Occasionally a small operation (excision biopsy) is needed to remove the affected area and confirm that it is not breast cancer. Once the affected area is removed, the tissue is sent to a laboratory where it is looked at under a microscope to confirm the diagnosis.
Once the diagnosis has been confirmed as sclerosing adenosis, no further treatment is needed, even if the area of concern has not been removed.
Sclerosing adenosis does not increase your risk of developing breast cancer. Even though it doesn’t increase your risk, you may still worry about breast cancer. Breast cancer is common so it’s important to be breast aware. Knowing the signs and symptoms to be aware of can help you feel less anxious.
Radial scars and complex sclerosing lesions are also benign areas of hardened breast tissue. They are similar to sclerosing adenosis, but they are usually larger and have features similar to a breast cancer when seen on a mammogram.
They are generally identified by size, with radial scars usually being smaller than 1cm and complex sclerosing lesions being more than 1cm.
A radial scar or complex sclerosing lesion is not actually a scar. The name describes how it looks on a mammogram.
Most people will not notice any symptoms and these are often only found on a routine mammogram or following tests for another breast problem.
It may not be possible to clearly identify radial scars and complex sclerosing lesions from breast cancer on a mammogram. Therefore, your doctor may suggest you have a core biopsy to confirm the diagnosis.
Even though the diagnosis can usually be made on a core biopsy, your doctor may suggest a small operation (excision biopsy) to completely remove the radial scar or complex sclerosing lesion.
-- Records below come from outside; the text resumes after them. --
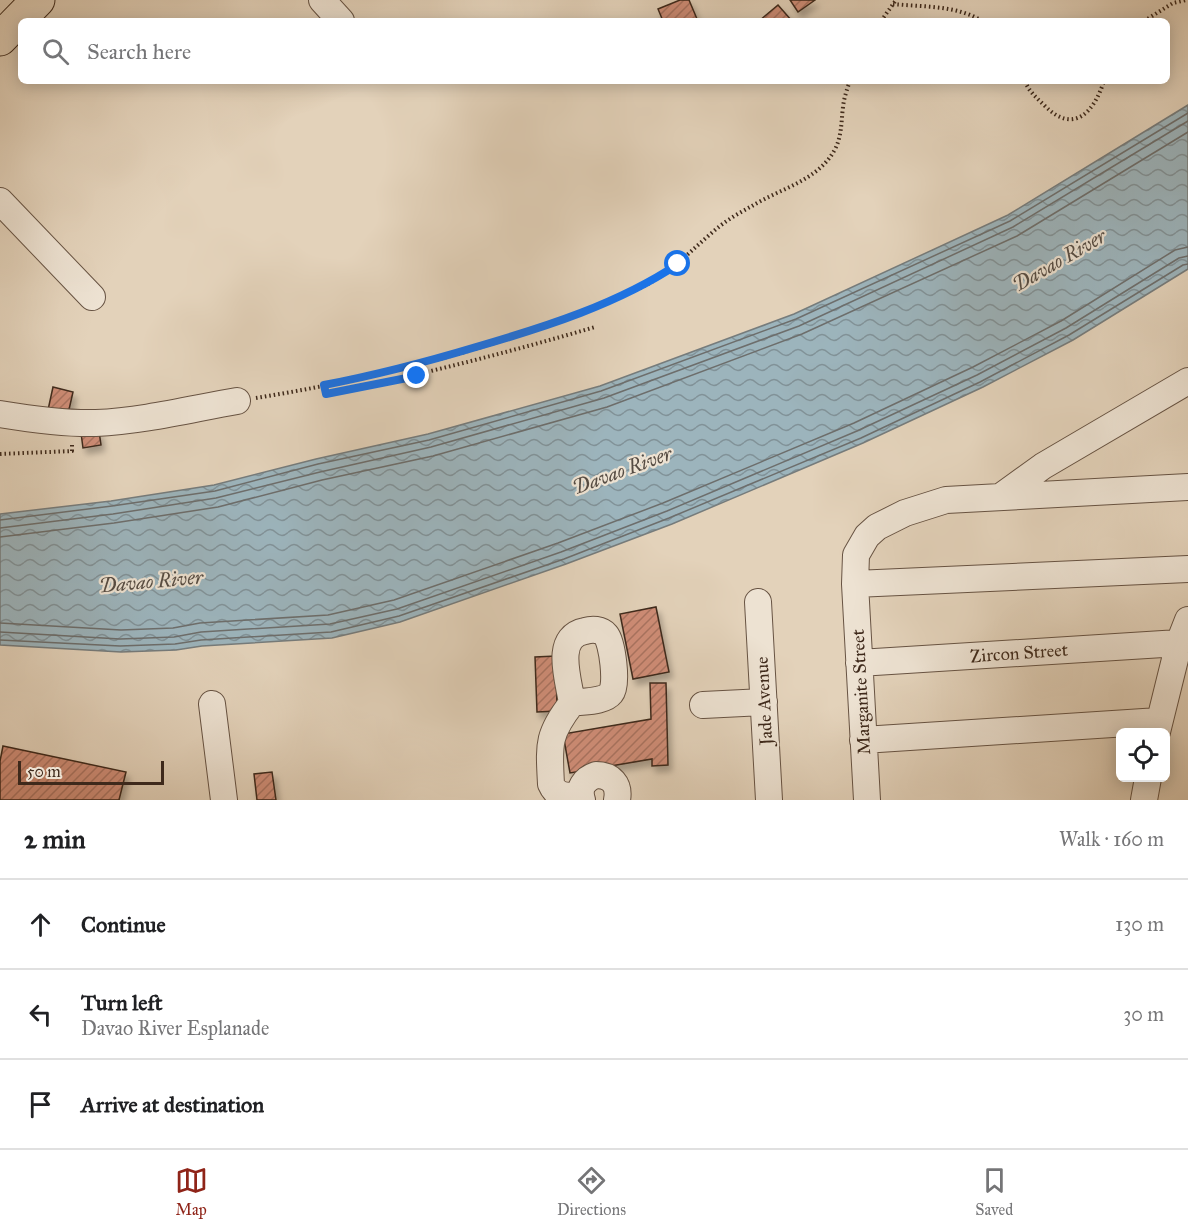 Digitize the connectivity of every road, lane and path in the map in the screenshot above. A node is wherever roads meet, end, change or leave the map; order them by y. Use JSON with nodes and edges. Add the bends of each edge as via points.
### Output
{"nodes":[{"id":1,"x":38,"y":0,"type":"edge"},
{"id":2,"x":322,"y":0,"type":"edge"},
{"id":3,"x":1186,"y":0,"type":"edge"},
{"id":4,"x":894,"y":2,"type":"edge"},
{"id":5,"x":20,"y":18,"type":"edge"},
{"id":6,"x":338,"y":18,"type":"edge"},
{"id":7,"x":882,"y":18,"type":"edge"},
{"id":8,"x":977,"y":18,"type":"edge"},
{"id":9,"x":1149,"y":18,"type":"edge"},
{"id":10,"x":18,"y":21,"type":"edge"},
{"id":11,"x":0,"y":39,"type":"edge"},
{"id":12,"x":849,"y":84,"type":"edge"},
{"id":13,"x":1026,"y":84,"type":"edge"},
{"id":14,"x":1102,"y":84,"type":"edge"},
{"id":15,"x":0,"y":201,"type":"edge"},
{"id":16,"x":92,"y":297,"type":"dead end"},
{"id":17,"x":595,"y":327,"type":"dead end"},
{"id":18,"x":1188,"y":381,"type":"edge"},
{"id":19,"x":324,"y":385,"type":"junction"},
{"id":20,"x":237,"y":401,"type":"joint"},
{"id":21,"x":0,"y":414,"type":"edge"},
{"id":22,"x":72,"y":451,"type":"dead end"},
{"id":23,"x":0,"y":454,"type":"edge"},
{"id":24,"x":1188,"y":487,"type":"edge"},
{"id":25,"x":1000,"y":496,"type":"junction"},
{"id":26,"x":1188,"y":569,"type":"edge"},
{"id":27,"x":855,"y":584,"type":"junction"},
{"id":28,"x":758,"y":602,"type":"dead end"},
{"id":29,"x":1184,"y":631,"type":"edge"},
{"id":30,"x":859,"y":663,"type":"junction"},
{"id":31,"x":764,"y":702,"type":"junction"},
{"id":32,"x":572,"y":703,"type":"dead end"},
{"id":33,"x":212,"y":704,"type":"dead end"},
{"id":34,"x":702,"y":705,"type":"dead end"},
{"id":35,"x":1158,"y":727,"type":"edge"},
{"id":36,"x":863,"y":740,"type":"junction"},
{"id":37,"x":223,"y":791,"type":"edge"},
{"id":38,"x":581,"y":798,"type":"edge"},
{"id":39,"x":617,"y":800,"type":"edge"},
{"id":40,"x":770,"y":800,"type":"edge"},
{"id":41,"x":867,"y":800,"type":"edge"}],
"edges":[{"from":1,"to":5,"type":"highway"},
{"from":2,"to":6,"type":"street"},
{"from":3,"to":9,"type":"path"},
{"from":4,"to":7,"type":"path"},
{"from":4,"to":8,"type":"path","via":[[956,10]]},
{"from":10,"to":11,"type":"highway"},
{"from":12,"to":19,"type":"path","via":[[841,134],[819,169],[716,229],[654,280],[560,321],[508,338]]},
{"from":13,"to":14,"type":"path","via":[[1052,113],[1065,121],[1077,119],[1089,109]]},
{"from":15,"to":16,"type":"street"},
{"from":17,"to":19,"type":"path","via":[[417,376],[326,394]]},
{"from":18,"to":25,"type":"street","via":[[1043,466]]},
{"from":19,"to":20,"type":"path"},
{"from":20,"to":21,"type":"street","via":[[94,423]]},
{"from":22,"to":23,"type":"path"},
{"from":24,"to":25,"type":"street","name":"Marganite Street"},
{"from":25,"to":27,"type":"street","name":"Marganite Street","via":[[946,500],[877,527],[856,555]]},
{"from":26,"to":27,"type":"street"},
{"from":27,"to":30,"type":"street","name":"Marganite Street"},
{"from":28,"to":31,"type":"street","name":"Jade Avenue"},
{"from":29,"to":30,"type":"street","name":"Zircon Street"},
{"from":29,"to":35,"type":"street"},
{"from":30,"to":36,"type":"street","name":"Marganite Street"},
{"from":31,"to":34,"type":"street"},
{"from":31,"to":40,"type":"street","name":"Jade Avenue"},
{"from":32,"to":38,"type":"street","via":[[550,741],[551,784],[560,795]]},
{"from":33,"to":37,"type":"street"},
{"from":35,"to":36,"type":"street"},
{"from":36,"to":41,"type":"street","name":"Marganite Street"},
{"from":38,"to":39,"type":"street","via":[[581,789],[589,777],[603,775],[614,782]]}]} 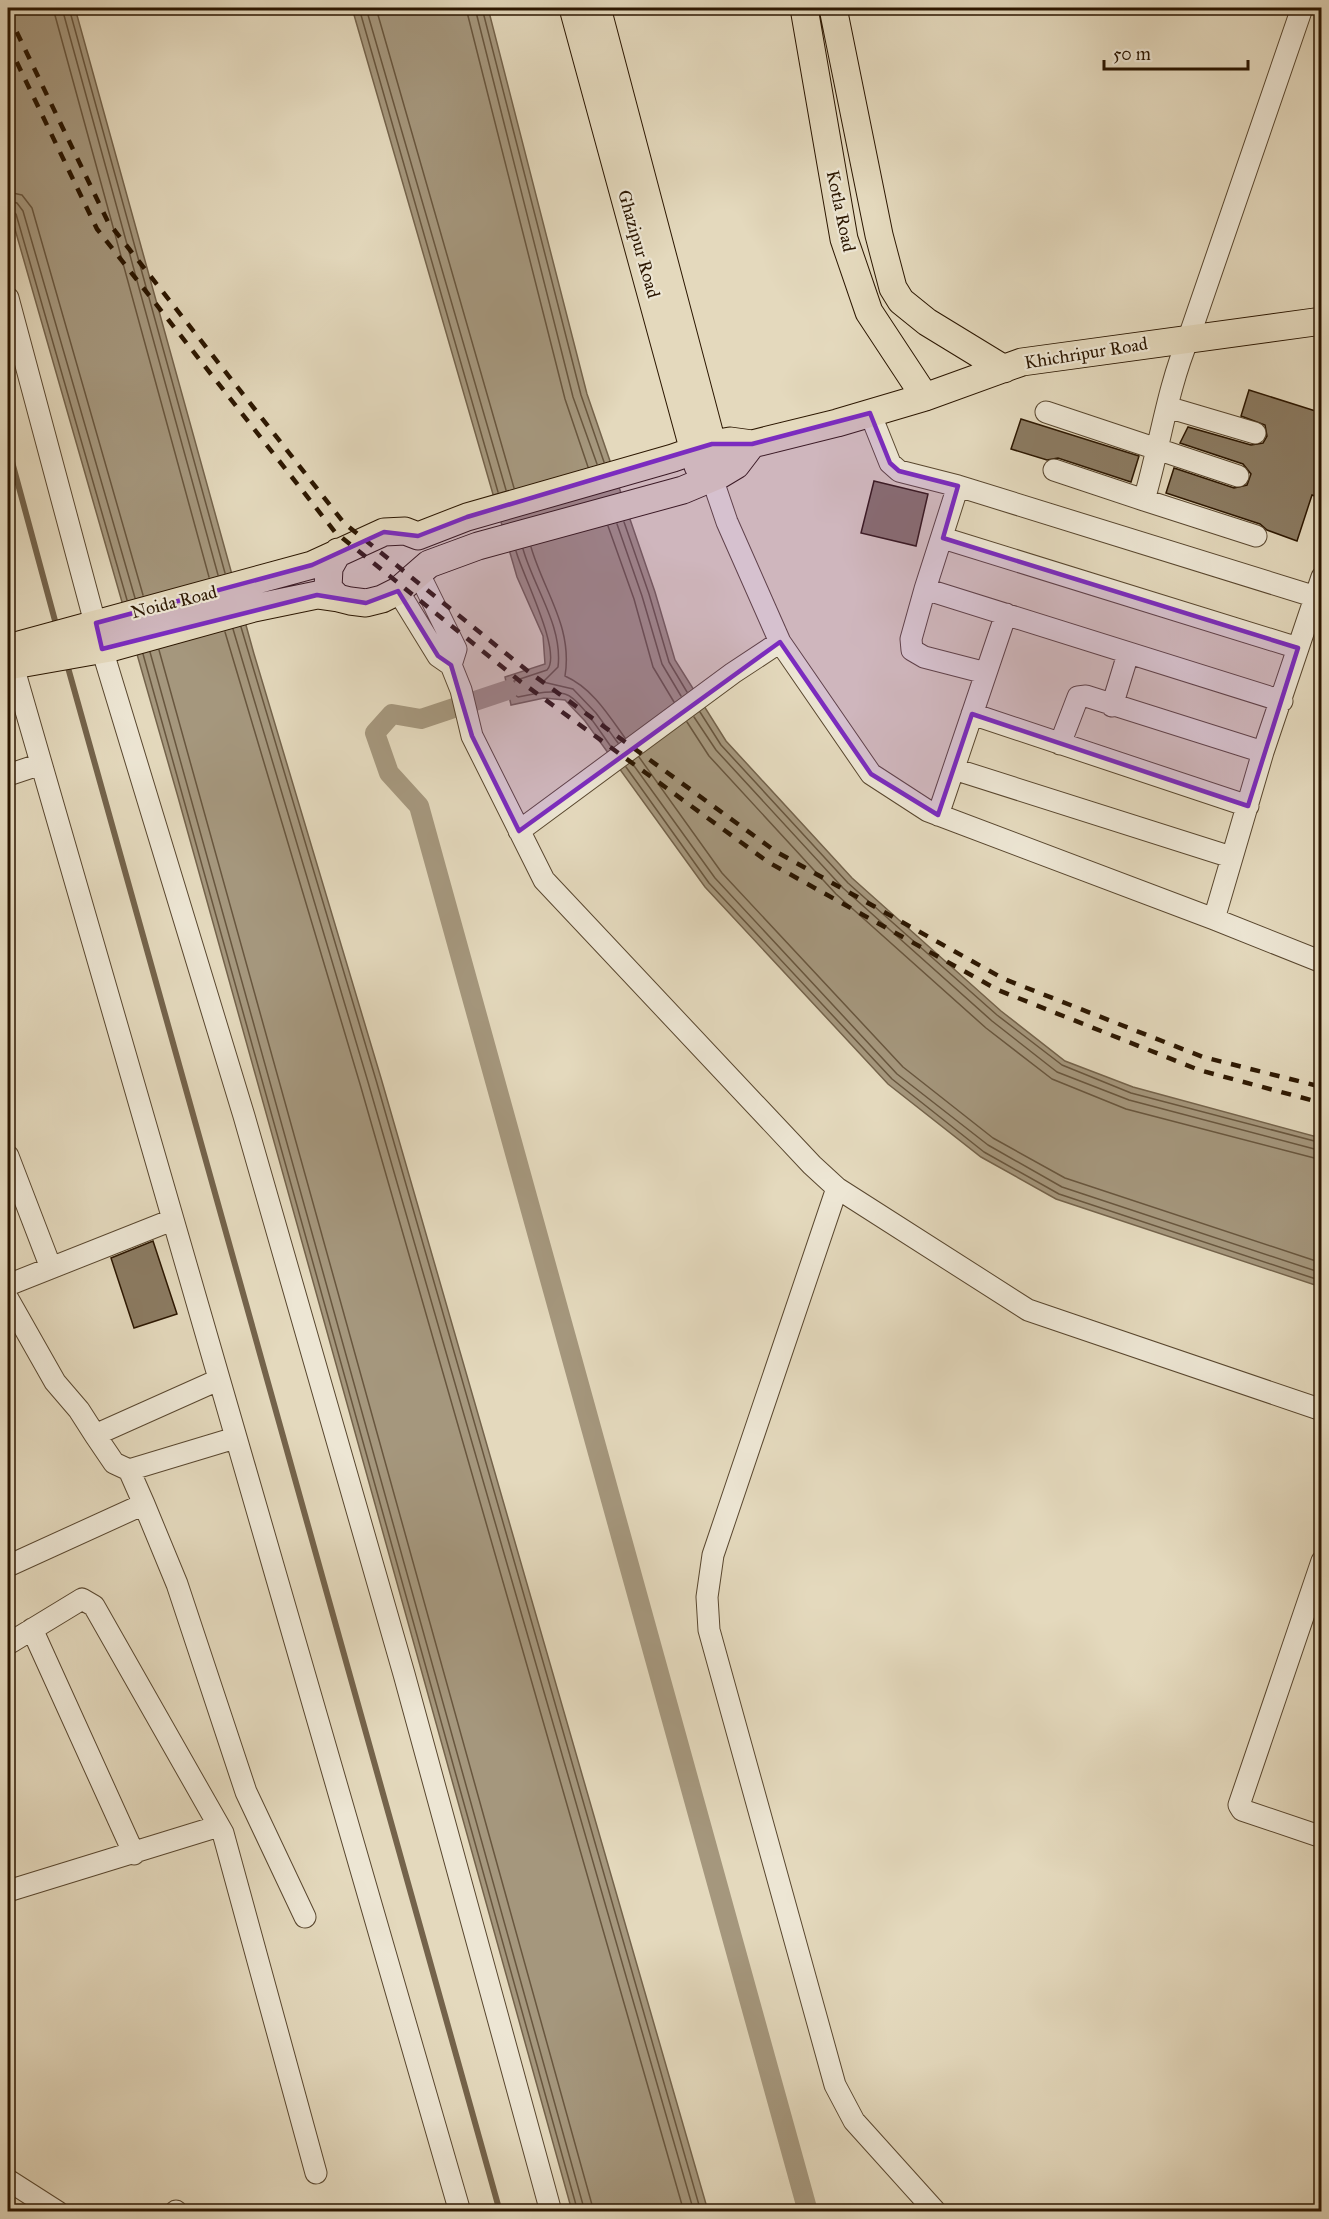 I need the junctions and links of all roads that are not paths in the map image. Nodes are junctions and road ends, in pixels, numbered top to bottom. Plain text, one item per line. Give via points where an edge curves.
1 (573, 8) edge
2 (597, 8) edge
3 (804, 8) edge
4 (833, 8) edge
5 (1302, 8) edge
6 (8, 298) edge
7 (901, 300) junction
8 (869, 312) junction
9 (1322, 321) edge
10 (1189, 337) junction
11 (1004, 369) junction
12 (925, 397) junction
13 (1167, 407) junction
14 (870, 412) junction
15 (1046, 412) dead end
16 (1255, 433) dead end
17 (752, 444) junction
18 (1158, 450) junction
19 (693, 451) junction
20 (1054, 470) dead end
21 (1238, 476) dead end
22 (705, 481) junction
23 (957, 486) junction
24 (1144, 500) junction
25 (418, 536) junction
26 (1256, 536) dead end
27 (943, 538) junction
28 (338, 552) junction
29 (424, 569) junction
30 (1319, 587) edge
31 (925, 588) junction
32 (398, 591) junction
33 (250, 596) junction
34 (338, 598) junction
35 (1006, 614) junction
36 (94, 637) junction
37 (780, 642) junction
38 (1298, 648) junction
39 (1128, 654) junction
40 (19, 657) edge
41 (451, 664) junction
42 (986, 673) junction
43 (1282, 701) junction
44 (1112, 706) junction
45 (972, 714) junction
46 (1060, 744) junction
47 (1263, 752) junction
48 (41, 764) junction
49 (954, 769) junction
50 (8, 776) edge
51 (1248, 806) junction
52 (938, 815) junction
53 (519, 831) junction
54 (1231, 857) junction
55 (1214, 918) junction
56 (1322, 962) edge
57 (8, 1156) edge
58 (837, 1188) junction
59 (172, 1220) junction
60 (51, 1268) junction
61 (8, 1285) edge
62 (8, 1299) edge
63 (218, 1380) junction
64 (1322, 1410) edge
65 (95, 1436) junction
66 (235, 1438) junction
67 (129, 1470) junction
68 (144, 1504) junction
69 (1322, 1561) edge
70 (8, 1566) edge
71 (32, 1629) junction
72 (8, 1644) edge
73 (219, 1826) junction
74 (1322, 1837) edge
75 (134, 1854) junction
76 (8, 1891) edge
77 (305, 1917) dead end
78 (316, 2173) dead end
79 (8, 2180) edge
80 (58, 2211) edge
81 (460, 2211) edge
82 (551, 2211) edge
83 (936, 2211) edge

1 - 19 main road, Ghazipur Road
2 - 19 main road, Ghazipur Road
3 - 8 main road, Kotla Road via 842,229
4 - 7 main road, Kotla Road via 879,235 893,288
5 - 10 street
6 - 36 street
7 - 8 main road
7 - 11 main road, Kotla Road via 927,322
8 - 12 main road, Kotla Road
9 - 10 main road, Khichripur Road
10 - 11 main road, Khichripur Road via 1022,362
10 - 13 street
11 - 12 main road, Khichripur Road
12 - 14 main road, Khichripur Road
13 - 16 street
13 - 18 street
14 - 17 main road, Khichripur Road
14 - 23 street via 890,463 899,471
15 - 18 street
17 - 19 main road, Khichripur Road via 730,441
17 - 22 main road via 736,465
18 - 21 street
18 - 24 street
19 - 22 main road, Ghazipur Road
19 - 25 main road, Khichripur Road via 467,517
20 - 24 street
22 - 29 main road via 478,546
22 - 37 street
23 - 27 street
23 - 30 street
24 - 26 street
25 - 28 main road via 405,531 384,532
25 - 29 main road via 427,551
27 - 31 street
27 - 38 street
28 - 33 main road, Noida Road
28 - 34 main road via 326,581
29 - 32 main road
29 - 41 street via 456,649
30 - 38 street
31 - 35 street
31 - 42 street via 911,639 912,650 924,657
32 - 34 main road via 366,603
32 - 41 street via 438,656
33 - 34 main road, Noida Road
33 - 36 main road, Noida Road
35 - 39 street
35 - 42 street
36 - 40 main road, Noida Road
36 - 82 street via 250,1139 404,1674
37 - 52 street via 871,774
37 - 53 street via 732,673
38 - 43 street
39 - 43 street
39 - 44 street
40 - 48 street
41 - 53 street via 472,736
42 - 45 street
43 - 47 street
44 - 46 street via 1086,696 1078,697
44 - 47 street
45 - 46 street
45 - 49 street
46 - 51 street
47 - 51 street
48 - 50 street
48 - 59 street
49 - 52 street
49 - 54 street
51 - 54 street
52 - 55 street
53 - 58 street via 544,880
54 - 55 street
55 - 56 street
57 - 60 street
58 - 64 street via 1029,1310
58 - 83 street via 713,1555 707,1597 709,1630 835,2085 854,2121
59 - 60 street
59 - 63 street
60 - 61 street
62 - 65 street via 55,1382
63 - 65 street
63 - 66 street
65 - 67 street via 114,1463
66 - 67 street
66 - 81 street
67 - 68 street
68 - 70 street
68 - 77 street via 177,1584 246,1792
69 - 74 street via 1239,1805 1242,1810
71 - 72 street
71 - 73 street via 82,1599 94,1606
71 - 75 street
73 - 75 street
73 - 78 street
75 - 76 street
79 - 80 street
Sometimes your doctor may suggest doing a vacuum-assisted biopsy to remove it instead of an excision biopsy. The biopsy device is used until the area being investigated has been removed. This may mean that an operation under a general anaesthetic can be avoided.
The removed breast tissue will be sent to a laboratory to confirm that it’s not cancer.
Once the area has been completely removed and confirmed as a radial scar or complex sclerosing lesion, follow-up mammograms may be necessary. Your specialist team will discuss this with you.
Experts disagree as to whether having a radial scar or complex sclerosing lesion might mean a slightly increased risk of developing breast cancer in the future. Some doctors believe that any increase in your risk is determined by what else (if anything) is found in the tissue removed, for example an area of atypical hyperplasia, but more research is needed.
It’s important to continue to be breast aware and go back to your GP if you notice any other changes in your breasts, regardless of how soon these occur after your diagnosis of a sclerosing lesion.